## Work required:
Down to the last line, reproduce the records exactly.

Record excerpts below:

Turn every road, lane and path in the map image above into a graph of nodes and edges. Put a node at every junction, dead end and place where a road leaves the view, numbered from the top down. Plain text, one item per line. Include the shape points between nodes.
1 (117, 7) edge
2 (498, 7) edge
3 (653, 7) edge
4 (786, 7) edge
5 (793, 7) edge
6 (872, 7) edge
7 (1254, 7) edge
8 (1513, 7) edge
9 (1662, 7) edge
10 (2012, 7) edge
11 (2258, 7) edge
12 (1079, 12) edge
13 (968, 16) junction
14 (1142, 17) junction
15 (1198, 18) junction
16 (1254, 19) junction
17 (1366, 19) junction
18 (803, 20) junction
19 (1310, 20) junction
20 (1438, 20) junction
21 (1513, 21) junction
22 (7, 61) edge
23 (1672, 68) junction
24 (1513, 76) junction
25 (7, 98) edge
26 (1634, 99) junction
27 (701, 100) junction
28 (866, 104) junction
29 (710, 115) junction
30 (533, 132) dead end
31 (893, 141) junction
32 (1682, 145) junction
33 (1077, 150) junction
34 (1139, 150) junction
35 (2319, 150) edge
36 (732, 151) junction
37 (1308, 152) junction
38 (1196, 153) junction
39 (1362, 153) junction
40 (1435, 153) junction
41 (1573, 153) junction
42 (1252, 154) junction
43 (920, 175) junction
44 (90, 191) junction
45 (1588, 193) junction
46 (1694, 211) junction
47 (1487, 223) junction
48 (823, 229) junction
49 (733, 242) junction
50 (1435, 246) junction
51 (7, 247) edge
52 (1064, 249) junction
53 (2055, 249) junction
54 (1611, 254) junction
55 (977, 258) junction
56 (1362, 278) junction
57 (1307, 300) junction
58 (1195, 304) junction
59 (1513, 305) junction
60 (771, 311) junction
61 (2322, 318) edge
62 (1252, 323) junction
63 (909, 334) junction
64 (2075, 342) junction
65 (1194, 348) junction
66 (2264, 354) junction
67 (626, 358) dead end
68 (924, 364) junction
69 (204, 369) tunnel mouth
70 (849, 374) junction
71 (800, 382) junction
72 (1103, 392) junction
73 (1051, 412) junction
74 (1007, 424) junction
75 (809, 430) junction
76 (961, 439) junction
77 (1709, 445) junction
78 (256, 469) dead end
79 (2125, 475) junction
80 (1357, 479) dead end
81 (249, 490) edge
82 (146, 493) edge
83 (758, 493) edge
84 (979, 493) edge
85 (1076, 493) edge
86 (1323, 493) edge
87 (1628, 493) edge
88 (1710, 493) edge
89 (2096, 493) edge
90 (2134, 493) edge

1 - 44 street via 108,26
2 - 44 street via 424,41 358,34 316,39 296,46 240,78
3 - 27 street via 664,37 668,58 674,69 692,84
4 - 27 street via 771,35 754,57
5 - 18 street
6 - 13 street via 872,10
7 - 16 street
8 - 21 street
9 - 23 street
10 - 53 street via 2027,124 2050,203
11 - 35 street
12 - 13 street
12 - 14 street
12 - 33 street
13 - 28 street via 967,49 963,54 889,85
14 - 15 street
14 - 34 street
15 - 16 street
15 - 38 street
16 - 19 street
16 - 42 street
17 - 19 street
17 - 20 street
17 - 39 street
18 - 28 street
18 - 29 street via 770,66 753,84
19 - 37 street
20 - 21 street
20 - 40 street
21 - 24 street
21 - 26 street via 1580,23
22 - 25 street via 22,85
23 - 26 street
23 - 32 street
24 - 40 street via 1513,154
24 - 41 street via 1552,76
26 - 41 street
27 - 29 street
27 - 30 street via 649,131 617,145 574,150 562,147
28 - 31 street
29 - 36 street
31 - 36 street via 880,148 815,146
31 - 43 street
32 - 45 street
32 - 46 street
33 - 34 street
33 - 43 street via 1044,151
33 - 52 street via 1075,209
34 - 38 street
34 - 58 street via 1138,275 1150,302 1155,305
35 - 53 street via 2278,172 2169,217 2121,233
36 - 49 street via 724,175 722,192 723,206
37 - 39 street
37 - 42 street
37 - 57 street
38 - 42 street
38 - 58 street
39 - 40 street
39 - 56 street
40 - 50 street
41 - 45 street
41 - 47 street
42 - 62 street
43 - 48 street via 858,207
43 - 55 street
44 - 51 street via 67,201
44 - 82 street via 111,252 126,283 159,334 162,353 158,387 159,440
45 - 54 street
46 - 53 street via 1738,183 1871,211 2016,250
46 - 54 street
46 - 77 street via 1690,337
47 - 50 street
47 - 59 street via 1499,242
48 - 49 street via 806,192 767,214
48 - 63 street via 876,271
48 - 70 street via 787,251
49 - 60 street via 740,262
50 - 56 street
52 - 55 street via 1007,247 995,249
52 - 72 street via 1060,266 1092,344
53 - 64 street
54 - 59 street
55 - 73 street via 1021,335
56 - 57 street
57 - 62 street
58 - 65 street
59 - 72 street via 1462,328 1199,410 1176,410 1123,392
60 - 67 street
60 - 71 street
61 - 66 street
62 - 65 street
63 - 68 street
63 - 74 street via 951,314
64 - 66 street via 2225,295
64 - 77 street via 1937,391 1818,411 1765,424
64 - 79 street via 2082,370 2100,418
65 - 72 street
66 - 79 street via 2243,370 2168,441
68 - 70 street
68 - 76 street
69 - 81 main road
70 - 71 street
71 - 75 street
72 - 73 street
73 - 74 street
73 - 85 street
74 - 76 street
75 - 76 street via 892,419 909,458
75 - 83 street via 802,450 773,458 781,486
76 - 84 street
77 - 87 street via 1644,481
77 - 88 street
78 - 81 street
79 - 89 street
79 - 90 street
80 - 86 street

End of Record excerpts.

## Output:
Turn every road, lane and path in the map image above into a graph of nodes and edges. Put a node at every junction, dead end and place where a road leaves the view, numbered from the top down. Plain text, one item per line. Include the shape points between nodes.
1 (117, 7) edge
2 (498, 7) edge
3 (653, 7) edge
4 (786, 7) edge
5 (793, 7) edge
6 (872, 7) edge
7 (1254, 7) edge
8 (1513, 7) edge
9 (1662, 7) edge
10 (2012, 7) edge
11 (2258, 7) edge
12 (1079, 12) edge
13 (968, 16) junction
14 (1142, 17) junction
15 (1198, 18) junction
16 (1254, 19) junction
17 (1366, 19) junction
18 (803, 20) junction
19 (1310, 20) junction
20 (1438, 20) junction
21 (1513, 21) junction
22 (7, 61) edge
23 (1672, 68) junction
24 (1513, 76) junction
25 (7, 98) edge
26 (1634, 99) junction
27 (701, 100) junction
28 (866, 104) junction
29 (710, 115) junction
30 (533, 132) dead end
31 (893, 141) junction
32 (1682, 145) junction
33 (1077, 150) junction
34 (1139, 150) junction
35 (2319, 150) edge
36 (732, 151) junction
37 (1308, 152) junction
38 (1196, 153) junction
39 (1362, 153) junction
40 (1435, 153) junction
41 (1573, 153) junction
42 (1252, 154) junction
43 (920, 175) junction
44 (90, 191) junction
45 (1588, 193) junction
46 (1694, 211) junction
47 (1487, 223) junction
48 (823, 229) junction
49 (733, 242) junction
50 (1435, 246) junction
51 (7, 247) edge
52 (1064, 249) junction
53 (2055, 249) junction
54 (1611, 254) junction
55 (977, 258) junction
56 (1362, 278) junction
57 (1307, 300) junction
58 (1195, 304) junction
59 (1513, 305) junction
60 (771, 311) junction
61 (2322, 318) edge
62 (1252, 323) junction
63 (909, 334) junction
64 (2075, 342) junction
65 (1194, 348) junction
66 (2264, 354) junction
67 (626, 358) dead end
68 (924, 364) junction
69 (204, 369) tunnel mouth
70 (849, 374) junction
71 (800, 382) junction
72 (1103, 392) junction
73 (1051, 412) junction
74 (1007, 424) junction
75 (809, 430) junction
76 (961, 439) junction
77 (1709, 445) junction
78 (256, 469) dead end
79 (2125, 475) junction
80 (1357, 479) dead end
81 (249, 490) edge
82 (146, 493) edge
83 (758, 493) edge
84 (979, 493) edge
85 (1076, 493) edge
86 (1323, 493) edge
87 (1628, 493) edge
88 (1710, 493) edge
89 (2096, 493) edge
90 (2134, 493) edge

1 - 44 street via 108,26
2 - 44 street via 424,41 358,34 316,39 296,46 240,78
3 - 27 street via 664,37 668,58 674,69 692,84
4 - 27 street via 771,35 754,57
5 - 18 street
6 - 13 street via 872,10
7 - 16 street
8 - 21 street
9 - 23 street
10 - 53 street via 2027,124 2050,203
11 - 35 street
12 - 13 street
12 - 14 street
12 - 33 street
13 - 28 street via 967,49 963,54 889,85
14 - 15 street
14 - 34 street
15 - 16 street
15 - 38 street
16 - 19 street
16 - 42 street
17 - 19 street
17 - 20 street
17 - 39 street
18 - 28 street
18 - 29 street via 770,66 753,84
19 - 37 street
20 - 21 street
20 - 40 street
21 - 24 street
21 - 26 street via 1580,23
22 - 25 street via 22,85
23 - 26 street
23 - 32 street
24 - 40 street via 1513,154
24 - 41 street via 1552,76
26 - 41 street
27 - 29 street
27 - 30 street via 649,131 617,145 574,150 562,147
28 - 31 street
29 - 36 street
31 - 36 street via 880,148 815,146
31 - 43 street
32 - 45 street
32 - 46 street
33 - 34 street
33 - 43 street via 1044,151
33 - 52 street via 1075,209
34 - 38 street
34 - 58 street via 1138,275 1150,302 1155,305
35 - 53 street via 2278,172 2169,217 2121,233
36 - 49 street via 724,175 722,192 723,206
37 - 39 street
37 - 42 street
37 - 57 street
38 - 42 street
38 - 58 street
39 - 40 street
39 - 56 street
40 - 50 street
41 - 45 street
41 - 47 street
42 - 62 street
43 - 48 street via 858,207
43 - 55 street
44 - 51 street via 67,201
44 - 82 street via 111,252 126,283 159,334 162,353 158,387 159,440
45 - 54 street
46 - 53 street via 1738,183 1871,211 2016,250
46 - 54 street
46 - 77 street via 1690,337
47 - 50 street
47 - 59 street via 1499,242
48 - 49 street via 806,192 767,214
48 - 63 street via 876,271
48 - 70 street via 787,251
49 - 60 street via 740,262
50 - 56 street
52 - 55 street via 1007,247 995,249
52 - 72 street via 1060,266 1092,344
53 - 64 street
54 - 59 street
55 - 73 street via 1021,335
56 - 57 street
57 - 62 street
58 - 65 street
59 - 72 street via 1462,328 1199,410 1176,410 1123,392
60 - 67 street
60 - 71 street
61 - 66 street
62 - 65 street
63 - 68 street
63 - 74 street via 951,314
64 - 66 street via 2225,295
64 - 77 street via 1937,391 1818,411 1765,424
64 - 79 street via 2082,370 2100,418
65 - 72 street
66 - 79 street via 2243,370 2168,441
68 - 70 street
68 - 76 street
69 - 81 main road
70 - 71 street
71 - 75 street
72 - 73 street
73 - 74 street
73 - 85 street
74 - 76 street
75 - 76 street via 892,419 909,458
75 - 83 street via 802,450 773,458 781,486
76 - 84 street
77 - 87 street via 1644,481
77 - 88 street
78 - 81 street
79 - 89 street
79 - 90 street
80 - 86 street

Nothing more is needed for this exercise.